The first Lord of the Lek is reported to be a younger brother of Diederik II of Brederode. After his death around 1063, the heerlijkheid became first a property of the lords of Teylingen, and then of the lords of Polanen. When Engelbert I of Nassau married Johanna van Polanen van der Lekke in 1404, the possession went to the house of Nassau.
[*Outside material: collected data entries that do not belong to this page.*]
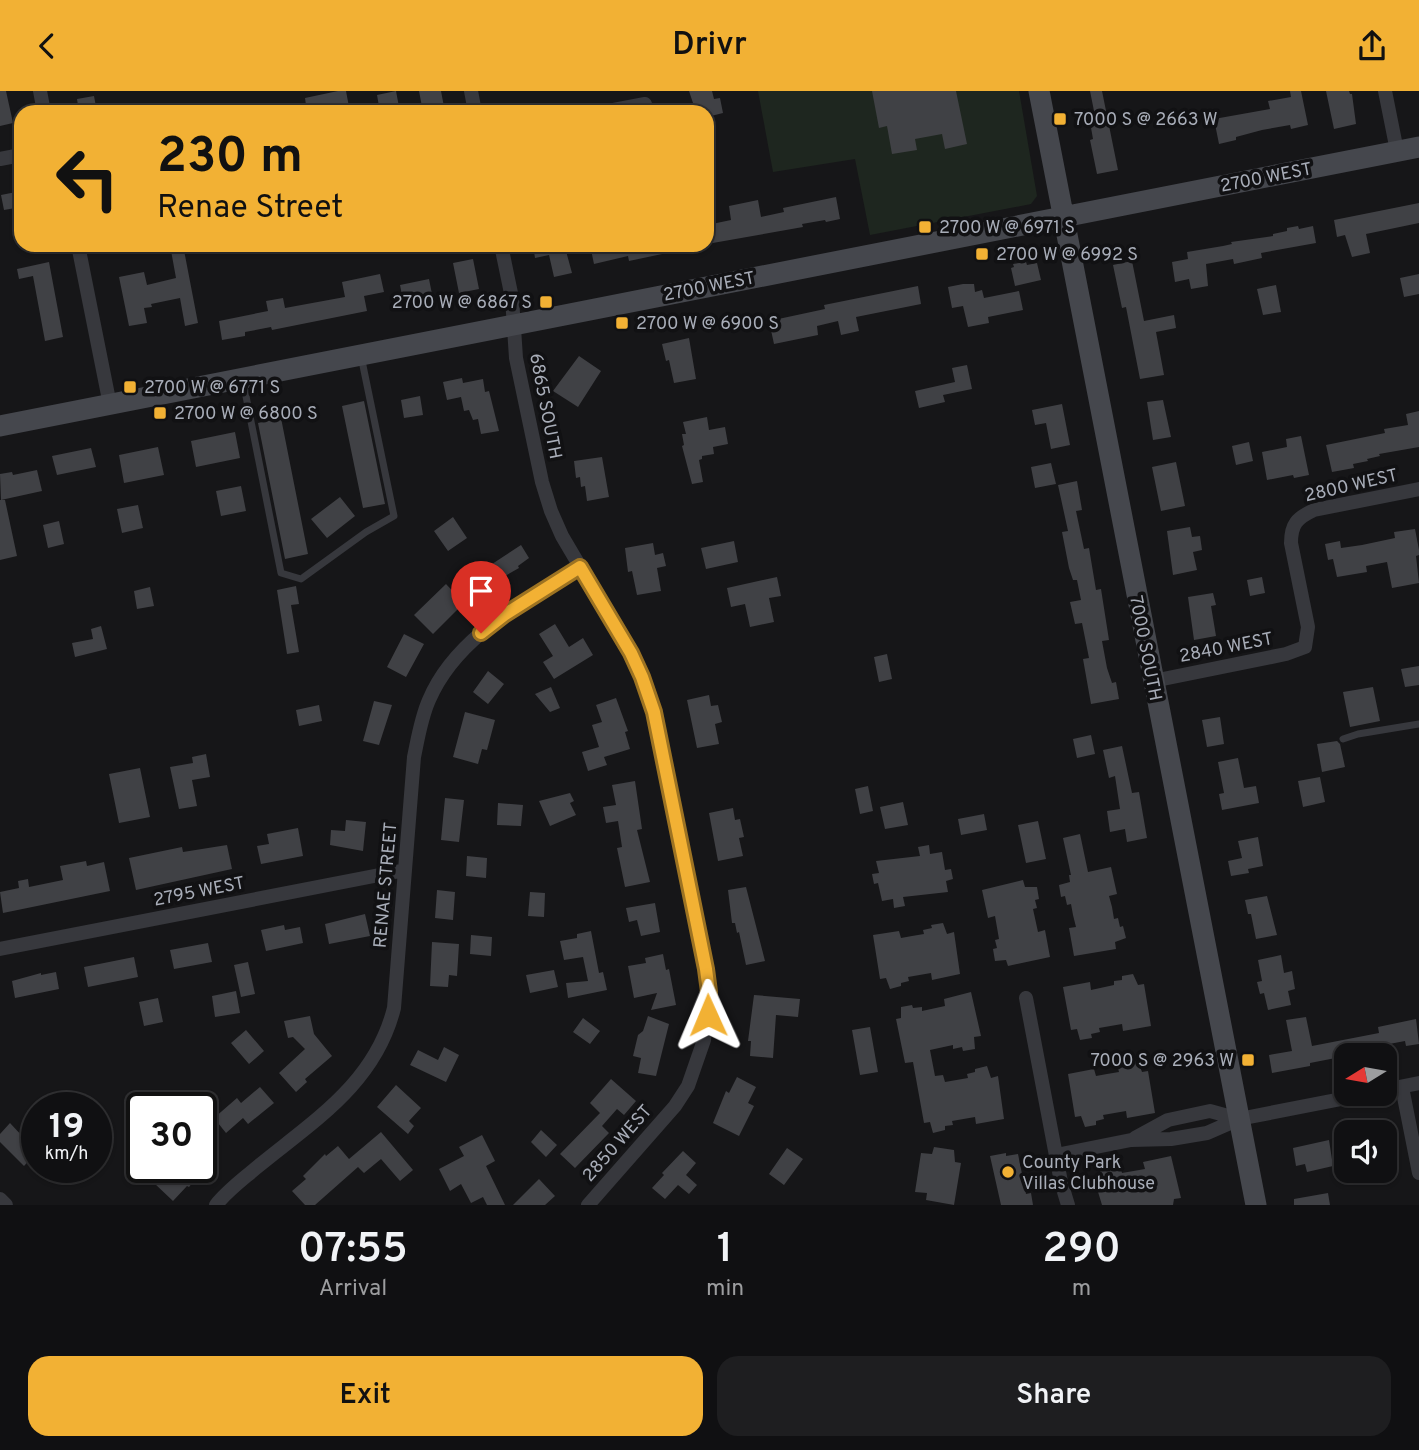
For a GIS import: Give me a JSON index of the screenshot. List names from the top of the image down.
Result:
{
  "streets": {
    "main road": ["2700 WEST", "7000 SOUTH"],
    "street": [
      "6865 SOUTH",
      "2800 WEST",
      "2840 WEST",
      "RENAE STREET",
      "2795 WEST",
      "2850 WEST"
    ]
  },
  "crossings": [
    ["2700 WEST", "6865 SOUTH"],
    ["2700 WEST", "7000 SOUTH"],
    ["6865 SOUTH", "RENAE STREET"],
    ["6865 SOUTH", "2850 WEST"],
    ["2800 WEST", "2840 WEST"],
    ["2840 WEST", "7000 SOUTH"],
    ["RENAE STREET", "2795 WEST"]
  ],
  "places": {
    "transit": [
      "7000 S @ 2663 W",
      "2700 W @ 6971 S",
      "2700 W @ 6992 S",
      "2700 W @ 6867 S",
      "2700 W @ 6900 S",
      "2700 W @ 6771 S",
      "2700 W @ 6800 S",
      "7000 S @ 2963 W"
    ],
    "other": ["County Park Villas Clubhouse"]
  },
  "north": "left",
  "page": {
    "header": "Drivr",
    "turn": ["230 m", "Renae Street"],
    "speed": "19 km/h",
    "limit": "30",
    "eta": [
      "07:55",
      "Arrival",
      "1",
      "min",
      "290",
      "m"
    ],
    "buttons": ["Exit", "Share"]
  }
}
After the death of Prince Maurice of Nassau, De Lek was inherited by his illegitimate son William, who called himself Nassau-LaLecq after De Lek. After his death it went to his younger brother, Louis of Nassau, Lord of De Lek and Beverweerd. The last descendant of this family was Jan Floris van Nassau-Lalecq, who died in 1824.

==Municipality==
Around 1800, the manorial system in the Netherlands was abolished. The villages in the heerlijkheid De Lek became independent municipalities, but small part of the heerlijkheid was excluded and remained a separate municipality, "De Lek". It was only a municipality in name, having no mayor or other municipal services. The municipality covered the river Lek between Ammerstol and Krimpen aan den IJssel, and some islands and surrounding lands. Its area was 5.99 km^{2}, of which 1.24 km^{2} was land, and it contained several small fisherman's huts and boathouses, but it had no inhabitants. In 1847, the territory of De Lek was divided among the surrounding municipalities.